I've got a longstanding beef against the neighbour immediately behind me (or should I say around the side from me -- it's all bound up with the configuration of my semi-detached flat). He smokes like a chimney, and as is the fashion these days, he goes outside (every ten minutes it seems) to have his puff, leaving his own place free of the stale miasma. But when he opens the back door and steps into his small backyard, he's also stepping into my territory.
I live in a 1930s group of three ground floor flats that are semi-detached. Mine is the only flat that fronts onto a main street; the other two are around the corner in a quiet side street. He lives in the middle one, attached to a flat on each side. The side fence of my backyard starts on the right of my bedroom window (from my vantage point) and runs past the part of his backyard that flanks his back door.
He is a young student completing a higher degree and I work from home. On the left of my bedroom is a bathroom and I basically don't open the windows of either room when he's home, which, it seems to me at the moment, is almost all the time. In fact when he's home I often keep the blackout curtain and venetians in the bedroom closed too, so terrified am I of a skerrick of smoke invading my bedroom (I've even contemplated putting some kind of plastic sheeting over the air holes up high in the far wall of the bedroom, but I think this is taking things too far!).

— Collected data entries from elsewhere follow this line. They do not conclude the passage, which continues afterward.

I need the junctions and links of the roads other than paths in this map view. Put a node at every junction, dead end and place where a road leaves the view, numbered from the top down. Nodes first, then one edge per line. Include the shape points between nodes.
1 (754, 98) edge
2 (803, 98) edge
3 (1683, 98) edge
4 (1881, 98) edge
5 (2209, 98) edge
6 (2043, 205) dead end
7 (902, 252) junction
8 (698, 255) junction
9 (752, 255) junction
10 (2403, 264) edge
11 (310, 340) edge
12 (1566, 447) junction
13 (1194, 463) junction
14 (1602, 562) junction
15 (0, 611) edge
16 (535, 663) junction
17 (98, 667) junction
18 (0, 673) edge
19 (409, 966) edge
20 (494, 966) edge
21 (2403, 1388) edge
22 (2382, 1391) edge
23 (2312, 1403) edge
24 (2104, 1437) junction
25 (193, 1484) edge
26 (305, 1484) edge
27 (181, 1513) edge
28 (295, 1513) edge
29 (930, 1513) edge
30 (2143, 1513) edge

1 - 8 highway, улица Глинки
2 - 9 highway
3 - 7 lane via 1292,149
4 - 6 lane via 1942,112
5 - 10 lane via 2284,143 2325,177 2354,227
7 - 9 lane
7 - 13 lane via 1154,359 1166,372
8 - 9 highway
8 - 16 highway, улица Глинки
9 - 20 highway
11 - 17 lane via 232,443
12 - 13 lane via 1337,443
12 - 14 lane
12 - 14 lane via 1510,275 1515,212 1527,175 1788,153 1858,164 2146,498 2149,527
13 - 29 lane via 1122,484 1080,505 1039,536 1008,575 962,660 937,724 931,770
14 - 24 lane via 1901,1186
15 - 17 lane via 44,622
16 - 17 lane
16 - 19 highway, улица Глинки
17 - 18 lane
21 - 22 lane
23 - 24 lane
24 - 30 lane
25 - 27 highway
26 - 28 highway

I'm so careful that rarely does the smell of cigarette smoke enter the house, but I've almost abandoned the backyard. I no longer hang my clean washing on the line; instead it's on clothes racks, outside the laundry or in the spare room, depending on the weather. My laundry is a little outhouse a step away from my back door, and when I'm out there handling my washing, I often hear the fateful slam of his back door. A minute later the smell comes wafting across the side fence and it always upsets me.
So why don't I march around the corner and confront him, and ask him to stand in another part of his backyard, say the part nearer his neighbours on the other side? They're probably not at home all day like me.
It's a long story that has something to do with the general vulnerability that the configuration of the flats forces on me, but the fact is I've already been through this with his barky dog. He and his girlfriend moved in a couple of years ago and I soon started to hear the frenzied yapping of a young puppy shut up in a room.
This turned into a nightmare of a few months, with the dog keeping up its forlorn chorus like a demented siren whenever they left the house. They were blissfully ignorant but when like a coward I complained to the council, they popped around, introduced me to their gorgeous dog and couldn't have been more cooperative. They arranged for dog sitting when they went out at night, promised to buy a citronella collar if things didn't get better, and even gave me a mobile number to ring if they were out and the desperate yelping started up.
Now it's not an issue. The irony is that when I do hear the dog during the day, it signals to me that they're out, and I actually open the windows for a much-needed airing!
So if I'm not prepared to do anything about it, I can't blame my neighbour, and I can't indulge the fury I feel when I hear that familiar back door slam (the last one at about 11.30 at night). I can't have it both ways. I've made an adult decision and I have to live with it. I know, too, that the determined way I shut my windows when I hear him come home, or the way I flounce inside from the laundry and slam my back door at the first whiff of smoke are signs of a pathetic passive-aggressive streak. I want him to read my mind and I want him to care. And he does neither.
My hatred of cigarette smoke does have some basis in legitimate health concerns. A decent amount of it makes me sneeze and feel foggy, and If I'm around a lot of it for hours I get a horrible case of catarrh and can't sleep. I see my hatred of cigarette smoke as a symptom of a general lack of secure barriers between myself and the world -- I'm a delicate greenhouse plant that shrivels if exposed to the elements. And indeed, after ingesting a lot of cigarette smoke (which very rarely happens) my subjectivity feels diminished. I feel less present, less there.
When I see a French movie in which everyone smokes around the food I can no longer project myself into an idealised, parallel version of my life as a sophisticated Parisian -- I wouldn't last two minutes in France, they seem to smoke everywhere. If I'm watching a television drama and someone lights up in a loungeroom I stop focusing on the plot and start imagining the horrible smell and the nicotine haze.
In Melbourne I'm relatively protected now that smoking is banned from restaurants and pubs, but I still get angry if someone lights up at a covered railway station or even a tram stop, which they're perfectly entitled to do.
I guess I know that if things got really bad I could assert myself. I also know that part of my fury stems from a desire to control my world and others. The world isn't perfect; my neighbours aren't perfect. And God knows, neither am I.